Funny Girl

Back in the 1970s I learned there were two kinds of English humor: the acceptable norm of the upperclass public school wit and giggles epitomized by Monty Python, Beyond the Fringe, or The Goon Squad, and the working-man’s laugh-out-loud inanity of Benny Hill and his ilk. Nick Hornby’s latest novel, Funny Girl, covers the period of British comedic entertainment where the posh university wits were being challenged by a more ecumenical approach to comedy.

The focus of Funny Girl is the BBC production Barbara (and Jim) which dared to represent a girl from the North as the heroine of the story (her husband was still very pukka and worked at Number 10).  The novel seems to insist that at that time, British comedy was the purview of the well-educated—that the only good comedians were tempered on the playing fields at Eton—but what about Bottom? After all, Bottom was English … well, Athenian-English. Soon this fictional television comedy comes up against something entirely new for British television, Till Death Us Do Part (All In the Family in the USA version). And, of course, Lucille Ball is offered as an antidote to the high art of British comedy.

Lucy

The writing team responsible for Barbara (and Jim) is made up of a gay gentleman and a married gent with some confusion about his sexuality. Since the timeframe of this novel is the 1960s, the gay concerns are not totally out of place but they might be emphasized with a nod towards the current importance of gay issues (remember, back in the 60s it was a crime to be gay in the UK and not much better in the USA).

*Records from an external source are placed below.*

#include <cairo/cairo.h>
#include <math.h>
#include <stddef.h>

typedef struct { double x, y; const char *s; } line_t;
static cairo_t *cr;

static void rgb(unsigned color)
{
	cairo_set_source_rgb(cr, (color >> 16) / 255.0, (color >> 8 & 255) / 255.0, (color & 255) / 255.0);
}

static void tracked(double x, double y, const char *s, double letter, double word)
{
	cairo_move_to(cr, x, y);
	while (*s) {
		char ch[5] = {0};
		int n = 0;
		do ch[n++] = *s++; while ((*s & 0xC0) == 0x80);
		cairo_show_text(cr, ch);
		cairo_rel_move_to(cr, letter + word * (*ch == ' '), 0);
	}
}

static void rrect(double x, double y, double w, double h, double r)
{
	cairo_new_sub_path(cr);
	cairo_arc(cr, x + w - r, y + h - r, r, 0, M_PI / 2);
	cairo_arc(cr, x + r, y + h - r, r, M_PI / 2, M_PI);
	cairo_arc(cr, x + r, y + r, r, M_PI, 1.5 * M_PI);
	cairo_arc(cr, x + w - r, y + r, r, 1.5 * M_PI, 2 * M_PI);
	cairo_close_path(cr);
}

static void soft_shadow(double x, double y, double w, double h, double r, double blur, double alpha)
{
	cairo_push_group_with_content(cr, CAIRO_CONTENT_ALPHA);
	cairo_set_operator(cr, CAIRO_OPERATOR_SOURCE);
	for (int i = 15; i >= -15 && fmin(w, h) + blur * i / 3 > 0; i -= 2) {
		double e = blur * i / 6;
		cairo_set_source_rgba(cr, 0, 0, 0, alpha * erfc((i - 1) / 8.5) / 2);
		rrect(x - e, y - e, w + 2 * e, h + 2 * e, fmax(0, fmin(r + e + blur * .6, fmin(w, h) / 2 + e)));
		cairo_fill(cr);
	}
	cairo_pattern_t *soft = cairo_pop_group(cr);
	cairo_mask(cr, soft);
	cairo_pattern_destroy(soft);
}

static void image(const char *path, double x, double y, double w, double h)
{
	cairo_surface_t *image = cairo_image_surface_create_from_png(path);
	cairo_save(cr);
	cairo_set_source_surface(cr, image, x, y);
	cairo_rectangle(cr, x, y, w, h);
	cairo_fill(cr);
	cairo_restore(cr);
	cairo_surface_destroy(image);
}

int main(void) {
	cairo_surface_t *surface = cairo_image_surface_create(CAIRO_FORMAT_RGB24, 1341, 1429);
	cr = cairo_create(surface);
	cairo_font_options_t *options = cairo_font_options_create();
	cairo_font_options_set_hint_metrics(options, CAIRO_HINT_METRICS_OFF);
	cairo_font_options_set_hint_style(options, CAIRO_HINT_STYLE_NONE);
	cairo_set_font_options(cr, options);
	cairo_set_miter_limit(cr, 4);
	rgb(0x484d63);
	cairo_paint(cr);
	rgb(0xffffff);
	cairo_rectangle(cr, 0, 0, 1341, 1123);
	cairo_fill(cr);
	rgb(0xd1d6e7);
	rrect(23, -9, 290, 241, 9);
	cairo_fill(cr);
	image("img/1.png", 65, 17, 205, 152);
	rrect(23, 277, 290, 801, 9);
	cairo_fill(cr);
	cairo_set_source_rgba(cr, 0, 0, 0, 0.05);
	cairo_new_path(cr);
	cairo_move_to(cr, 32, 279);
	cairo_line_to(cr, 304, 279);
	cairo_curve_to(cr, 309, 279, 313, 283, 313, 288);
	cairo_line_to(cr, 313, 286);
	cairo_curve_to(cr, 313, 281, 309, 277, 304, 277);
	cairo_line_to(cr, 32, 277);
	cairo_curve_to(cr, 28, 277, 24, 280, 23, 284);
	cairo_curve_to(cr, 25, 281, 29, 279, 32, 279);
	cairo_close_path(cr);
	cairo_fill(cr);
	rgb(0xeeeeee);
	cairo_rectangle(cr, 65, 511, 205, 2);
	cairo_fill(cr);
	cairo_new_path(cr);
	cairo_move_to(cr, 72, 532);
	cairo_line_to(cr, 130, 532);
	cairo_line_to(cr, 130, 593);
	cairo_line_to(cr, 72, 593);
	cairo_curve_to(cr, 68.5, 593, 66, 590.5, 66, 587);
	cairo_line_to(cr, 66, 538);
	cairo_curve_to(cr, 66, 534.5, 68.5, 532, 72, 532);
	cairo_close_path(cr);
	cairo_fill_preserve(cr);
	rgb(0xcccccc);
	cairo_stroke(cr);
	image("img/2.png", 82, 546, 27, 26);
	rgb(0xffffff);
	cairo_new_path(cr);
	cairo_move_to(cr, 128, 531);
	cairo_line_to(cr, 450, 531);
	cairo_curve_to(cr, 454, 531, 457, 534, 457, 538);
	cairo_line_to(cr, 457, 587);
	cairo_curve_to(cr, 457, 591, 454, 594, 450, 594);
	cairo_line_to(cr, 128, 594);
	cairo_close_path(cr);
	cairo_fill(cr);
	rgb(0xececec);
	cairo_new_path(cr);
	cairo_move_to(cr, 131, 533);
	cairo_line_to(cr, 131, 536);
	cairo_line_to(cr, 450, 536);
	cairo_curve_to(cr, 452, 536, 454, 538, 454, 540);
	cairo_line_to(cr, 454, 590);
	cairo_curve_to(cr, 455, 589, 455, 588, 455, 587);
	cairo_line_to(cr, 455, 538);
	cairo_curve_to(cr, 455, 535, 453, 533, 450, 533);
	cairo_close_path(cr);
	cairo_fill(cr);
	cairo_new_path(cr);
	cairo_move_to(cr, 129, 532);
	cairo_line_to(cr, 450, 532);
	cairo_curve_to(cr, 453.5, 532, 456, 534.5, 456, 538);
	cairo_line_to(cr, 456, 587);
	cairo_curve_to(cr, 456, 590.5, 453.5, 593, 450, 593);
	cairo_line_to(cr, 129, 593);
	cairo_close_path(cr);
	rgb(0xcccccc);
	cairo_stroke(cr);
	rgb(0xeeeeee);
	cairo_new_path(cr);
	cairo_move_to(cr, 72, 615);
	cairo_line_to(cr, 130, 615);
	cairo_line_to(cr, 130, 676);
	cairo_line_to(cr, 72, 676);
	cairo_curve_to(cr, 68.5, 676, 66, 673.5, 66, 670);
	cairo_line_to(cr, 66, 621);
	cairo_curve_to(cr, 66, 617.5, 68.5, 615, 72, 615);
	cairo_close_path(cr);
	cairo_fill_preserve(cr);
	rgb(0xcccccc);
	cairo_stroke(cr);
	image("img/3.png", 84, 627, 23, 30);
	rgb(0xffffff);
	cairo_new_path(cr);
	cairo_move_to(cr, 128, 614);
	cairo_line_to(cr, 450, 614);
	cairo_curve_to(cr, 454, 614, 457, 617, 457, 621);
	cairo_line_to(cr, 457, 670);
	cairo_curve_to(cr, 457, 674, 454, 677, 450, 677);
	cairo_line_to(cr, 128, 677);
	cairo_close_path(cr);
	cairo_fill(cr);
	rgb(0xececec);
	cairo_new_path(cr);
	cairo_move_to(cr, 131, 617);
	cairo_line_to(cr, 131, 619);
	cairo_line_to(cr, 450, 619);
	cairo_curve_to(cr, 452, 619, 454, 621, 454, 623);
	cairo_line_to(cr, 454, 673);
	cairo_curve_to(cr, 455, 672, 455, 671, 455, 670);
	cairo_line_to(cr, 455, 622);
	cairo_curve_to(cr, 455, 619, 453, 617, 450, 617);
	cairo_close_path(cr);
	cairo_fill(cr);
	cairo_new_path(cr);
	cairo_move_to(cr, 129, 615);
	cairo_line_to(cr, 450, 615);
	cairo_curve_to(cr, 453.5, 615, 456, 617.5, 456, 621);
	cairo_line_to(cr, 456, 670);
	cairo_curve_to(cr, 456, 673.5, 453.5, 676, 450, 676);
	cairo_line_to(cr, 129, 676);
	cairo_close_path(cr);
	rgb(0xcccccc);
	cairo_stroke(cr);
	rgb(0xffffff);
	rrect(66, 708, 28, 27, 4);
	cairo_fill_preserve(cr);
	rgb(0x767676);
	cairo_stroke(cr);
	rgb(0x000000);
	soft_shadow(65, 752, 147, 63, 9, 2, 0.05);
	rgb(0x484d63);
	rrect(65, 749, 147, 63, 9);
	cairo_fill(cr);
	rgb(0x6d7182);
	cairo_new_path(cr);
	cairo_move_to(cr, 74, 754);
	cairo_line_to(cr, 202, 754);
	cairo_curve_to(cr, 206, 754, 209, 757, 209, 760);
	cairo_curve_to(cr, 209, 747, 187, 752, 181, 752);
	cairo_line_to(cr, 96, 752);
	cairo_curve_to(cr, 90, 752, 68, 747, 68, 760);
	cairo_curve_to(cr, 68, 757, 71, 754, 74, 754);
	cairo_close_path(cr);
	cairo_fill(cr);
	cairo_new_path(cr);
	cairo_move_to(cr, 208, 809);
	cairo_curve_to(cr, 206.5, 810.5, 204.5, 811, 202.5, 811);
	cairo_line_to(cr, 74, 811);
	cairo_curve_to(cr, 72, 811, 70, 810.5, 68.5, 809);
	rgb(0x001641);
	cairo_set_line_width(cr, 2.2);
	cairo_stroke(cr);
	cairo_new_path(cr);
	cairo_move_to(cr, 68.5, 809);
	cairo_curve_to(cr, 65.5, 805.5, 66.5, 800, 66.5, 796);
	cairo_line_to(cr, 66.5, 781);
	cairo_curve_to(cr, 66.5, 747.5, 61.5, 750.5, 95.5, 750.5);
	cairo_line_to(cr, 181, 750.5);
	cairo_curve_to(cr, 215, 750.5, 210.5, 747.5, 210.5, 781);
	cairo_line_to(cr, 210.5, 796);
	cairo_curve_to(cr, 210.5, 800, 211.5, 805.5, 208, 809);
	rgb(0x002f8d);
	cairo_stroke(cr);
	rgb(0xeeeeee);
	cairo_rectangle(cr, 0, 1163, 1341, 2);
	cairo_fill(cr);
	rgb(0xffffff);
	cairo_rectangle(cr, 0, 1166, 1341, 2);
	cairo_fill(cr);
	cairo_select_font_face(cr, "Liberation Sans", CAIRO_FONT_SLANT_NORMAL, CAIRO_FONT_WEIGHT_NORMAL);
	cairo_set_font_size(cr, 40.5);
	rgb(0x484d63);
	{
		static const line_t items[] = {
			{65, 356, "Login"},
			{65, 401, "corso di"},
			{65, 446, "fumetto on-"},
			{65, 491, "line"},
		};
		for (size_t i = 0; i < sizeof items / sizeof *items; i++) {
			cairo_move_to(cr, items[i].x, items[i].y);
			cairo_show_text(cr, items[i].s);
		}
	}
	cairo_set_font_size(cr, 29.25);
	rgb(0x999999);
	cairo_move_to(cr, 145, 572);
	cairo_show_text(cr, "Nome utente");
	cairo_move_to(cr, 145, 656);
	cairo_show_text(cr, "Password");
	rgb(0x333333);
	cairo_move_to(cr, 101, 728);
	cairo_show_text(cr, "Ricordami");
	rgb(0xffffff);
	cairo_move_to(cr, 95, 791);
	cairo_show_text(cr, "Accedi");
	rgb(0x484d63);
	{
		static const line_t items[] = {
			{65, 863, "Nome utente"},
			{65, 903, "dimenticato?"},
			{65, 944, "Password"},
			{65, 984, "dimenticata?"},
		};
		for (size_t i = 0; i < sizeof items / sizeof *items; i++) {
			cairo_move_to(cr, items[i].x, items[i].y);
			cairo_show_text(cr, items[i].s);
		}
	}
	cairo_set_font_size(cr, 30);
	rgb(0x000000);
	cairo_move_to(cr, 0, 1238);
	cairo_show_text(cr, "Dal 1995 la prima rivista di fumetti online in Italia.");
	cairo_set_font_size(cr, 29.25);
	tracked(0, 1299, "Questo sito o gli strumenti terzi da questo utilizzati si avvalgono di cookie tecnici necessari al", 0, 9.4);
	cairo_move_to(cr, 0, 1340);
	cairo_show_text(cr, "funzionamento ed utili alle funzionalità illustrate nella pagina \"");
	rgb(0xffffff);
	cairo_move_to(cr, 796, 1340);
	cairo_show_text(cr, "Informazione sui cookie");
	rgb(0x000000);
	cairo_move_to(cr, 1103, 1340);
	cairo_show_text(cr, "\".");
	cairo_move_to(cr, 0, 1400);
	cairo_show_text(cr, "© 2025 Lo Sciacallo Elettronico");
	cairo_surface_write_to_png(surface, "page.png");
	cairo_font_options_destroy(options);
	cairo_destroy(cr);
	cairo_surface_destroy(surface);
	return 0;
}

The heroine is at times interesting and at other times boring. The situations are passably entertaining, especially if you can relate to the time period (to quote Obama: Yes, I can). There are a few instances where the real people (real in a fictional sense) are aware or actually discuss the difference between their (fictional) real lives and their fictional lives on the television program, but to consider Hornby’s novel a meta-novel on any level would be laughable. Funny Girl is about as engaging as an episode of I Love Lucy: it’s good, but what comes on the telly next?

I generally enjoy reading Nick Hornby’s novels but this one was less memorable than the earlier novels.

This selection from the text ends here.